>>>

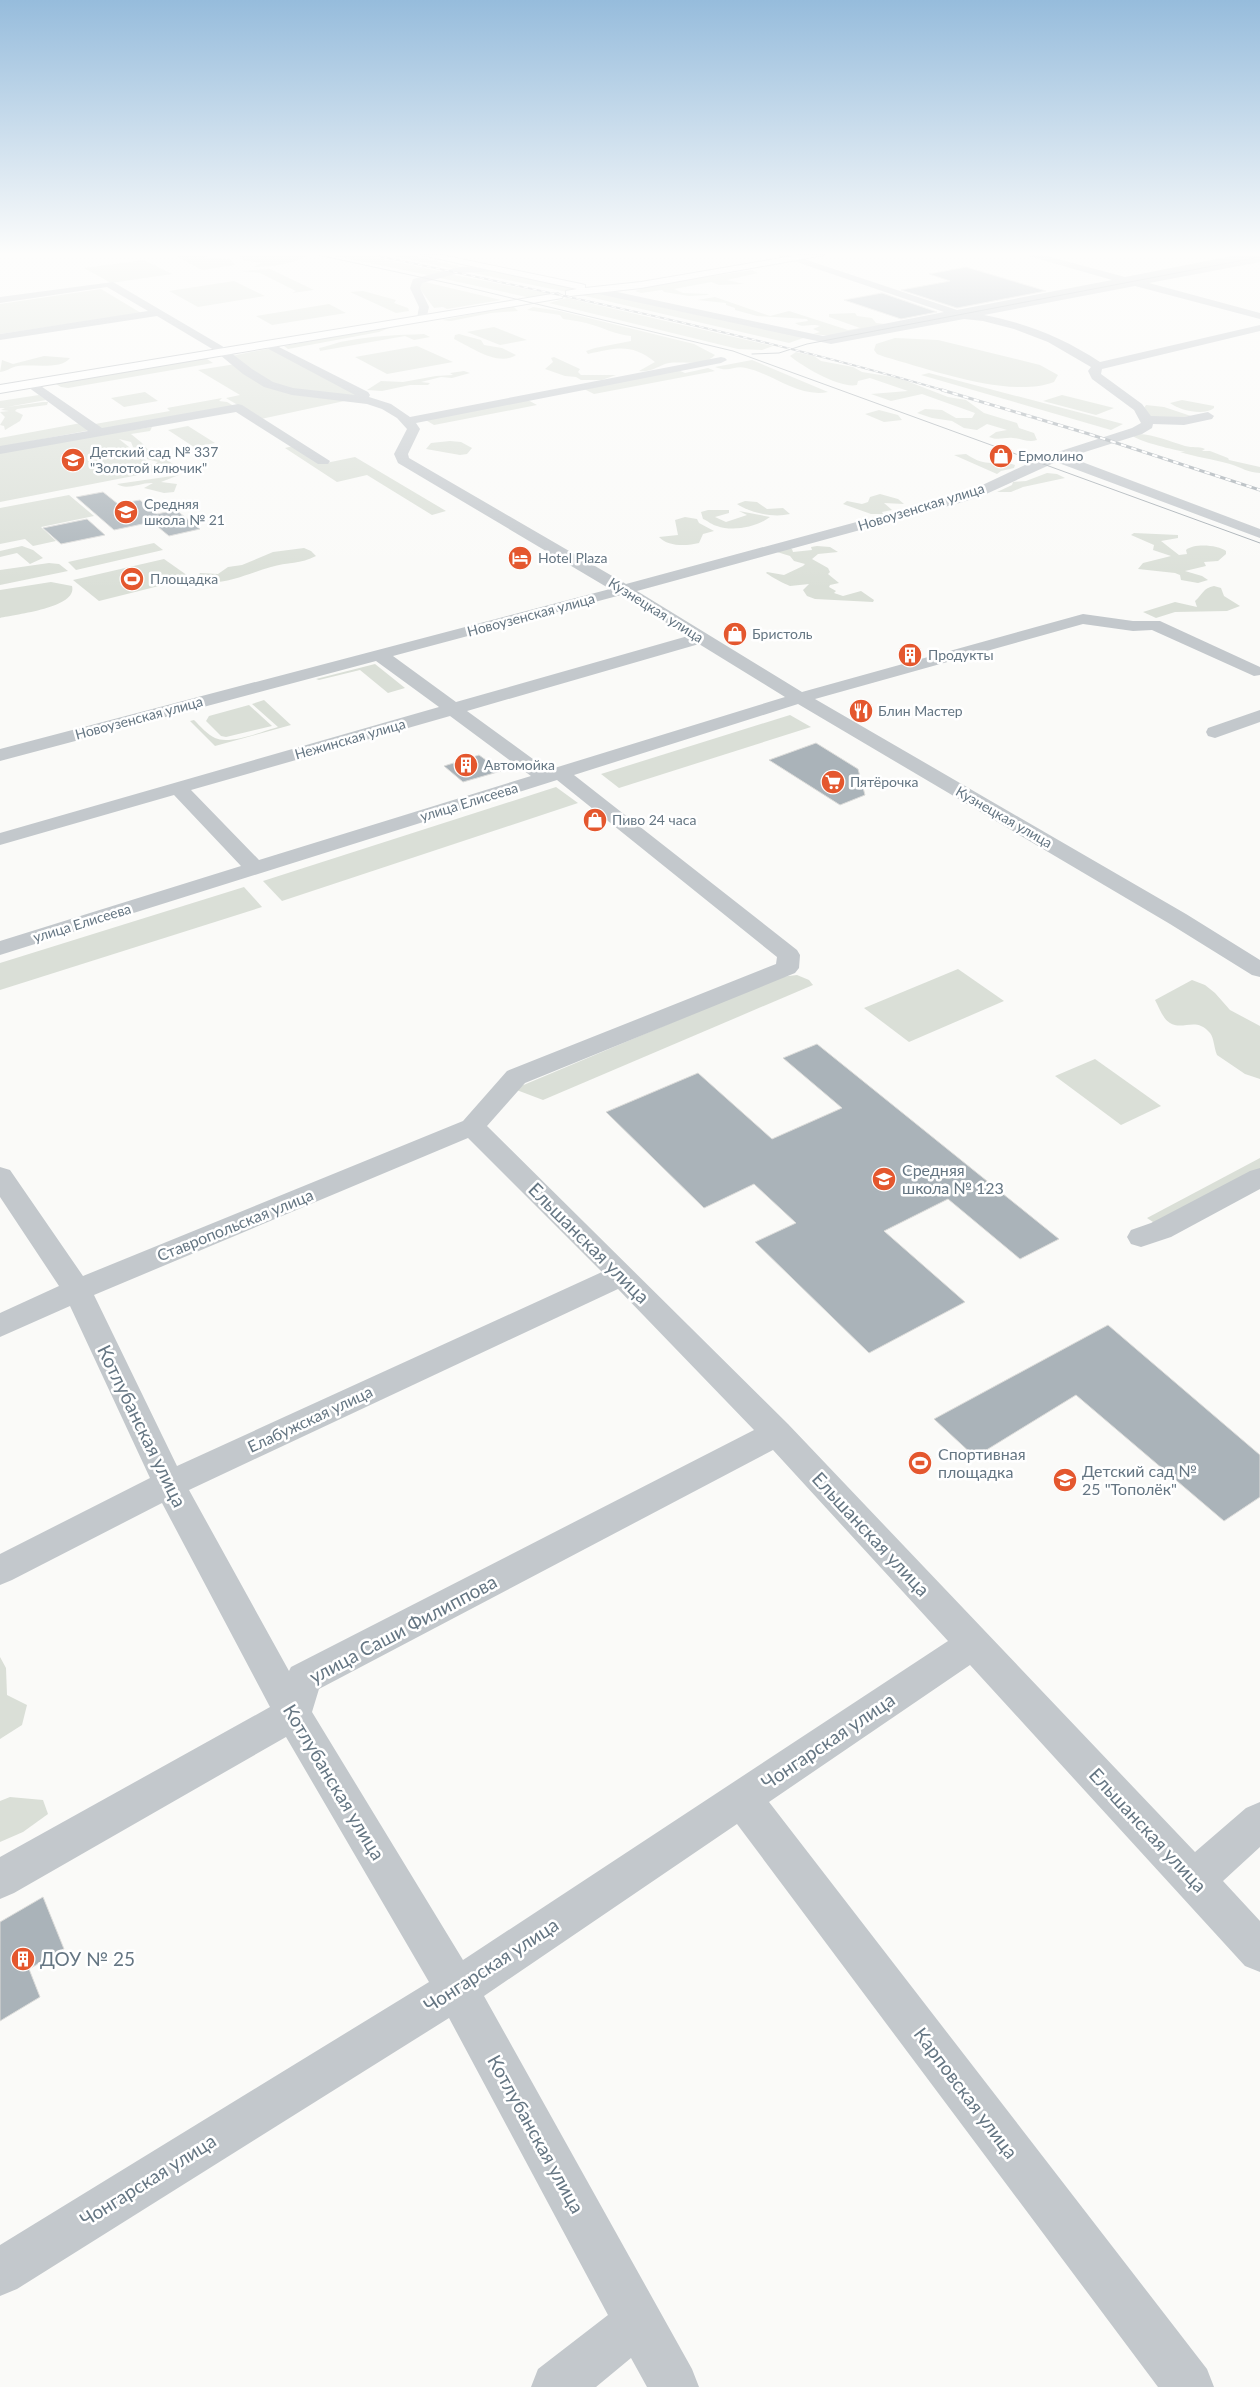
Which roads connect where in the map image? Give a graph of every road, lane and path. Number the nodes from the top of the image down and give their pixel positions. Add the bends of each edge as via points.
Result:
1 (135, 366) edge
2 (242, 366) edge
3 (311, 366) edge
4 (688, 366) edge
5 (1098, 366) edge
6 (32, 384) junction
7 (0, 389) edge
8 (373, 402) junction
9 (1208, 416) dead end
10 (408, 420) junction
11 (1147, 420) junction
12 (93, 433) junction
13 (0, 450) edge
14 (1056, 457) junction
15 (323, 461) dead end
16 (1260, 534) edge
17 (624, 590) junction
18 (700, 638) junction
19 (380, 655) junction
20 (1254, 671) dead end
21 (800, 698) junction
22 (455, 708) junction
23 (1260, 716) edge
24 (1215, 732) dead end
25 (0, 755) edge
26 (553, 775) junction
27 (178, 788) junction
28 (0, 839) edge
29 (256, 869) junction
30 (0, 948) edge
31 (1260, 970) edge
32 (472, 1127) junction
33 (0, 1176) edge
34 (1260, 1177) edge
35 (1141, 1237) dead end
36 (622, 1275) junction
37 (77, 1290) junction
38 (0, 1326) edge
39 (777, 1433) junction
40 (169, 1484) junction
41 (0, 1570) edge
42 (972, 1644) junction
43 (293, 1714) junction
44 (742, 1798) junction
45 (1260, 1821) edge
46 (0, 1879) edge
47 (1195, 1879) junction
48 (1260, 1951) edge
49 (457, 1989) junction
50 (0, 2272) edge
51 (638, 2322) junction
52 (556, 2387) edge
53 (674, 2387) edge
54 (1189, 2387) edge

1 - 6 main road
2 - 8 street via 276,388
3 - 8 street
4 - 10 street
5 - 11 street via 1094,371 1096,376 1138,406
6 - 7 main road
6 - 12 street via 98,431
8 - 10 street
9 - 11 street via 1184,421
10 - 17 street, Кузнецкая улица via 414,430 401,454 403,460
11 - 14 street, Новоузенская улица via 1147,425 1113,439
12 - 13 street
12 - 15 street via 238,408
14 - 16 street
14 - 17 street, Новоузенская улица via 958,499
17 - 18 street, Кузнецкая улица
17 - 19 street, Новоузенская улица
18 - 21 street, Кузнецкая улица
18 - 22 street, Нежинская улица
19 - 22 street
19 - 25 street, Новоузенская улица
20 - 21 street, улица Елисеева via 1154,625 1134,626 1083,619
21 - 26 street, улица Елисеева
21 - 31 street, Кузнецкая улица
22 - 26 street
22 - 27 street, Нежинская улица
23 - 24 street
26 - 29 street, улица Елисеева
26 - 32 street via 789,955 787,968 516,1077
27 - 28 street, Нежинская улица
27 - 29 street
29 - 30 street, улица Елисеева
32 - 36 street, Ельшанская улица
32 - 37 street, Ставропольская улица
33 - 37 street, Котлубанская улица
34 - 35 street via 1161,1230
36 - 39 street, Ельшанская улица
36 - 40 street, Елабужская улица
37 - 38 street, Ставропольская улица
37 - 40 street, Котлубанская улица
39 - 42 street, Ельшанская улица
39 - 43 street, улица Саши Филиппова via 304,1679
40 - 41 street, Елабужская улица
40 - 43 street, Котлубанская улица
42 - 44 street, Чонгарская улица
42 - 47 street, Ельшанская улица
43 - 46 street
43 - 49 street, Котлубанская улица
44 - 49 street, Чонгарская улица
44 - 54 street, Карповская улица
45 - 47 street
47 - 48 street, Ельшанская улица
49 - 50 street, Чонгарская улица
49 - 51 street, Котлубанская улица
51 - 52 street
51 - 53 street, Котлубанская улица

<<<

PROMPT – Return, from the entries, each line that holds "Елисеева".

RESULT OF THE EXERCISE –
20 - 21 street, улица Елисеева via 1154,625 1134,626 1083,619
21 - 26 street, улица Елисеева
26 - 29 street, улица Елисеева
29 - 30 street, улица Елисеева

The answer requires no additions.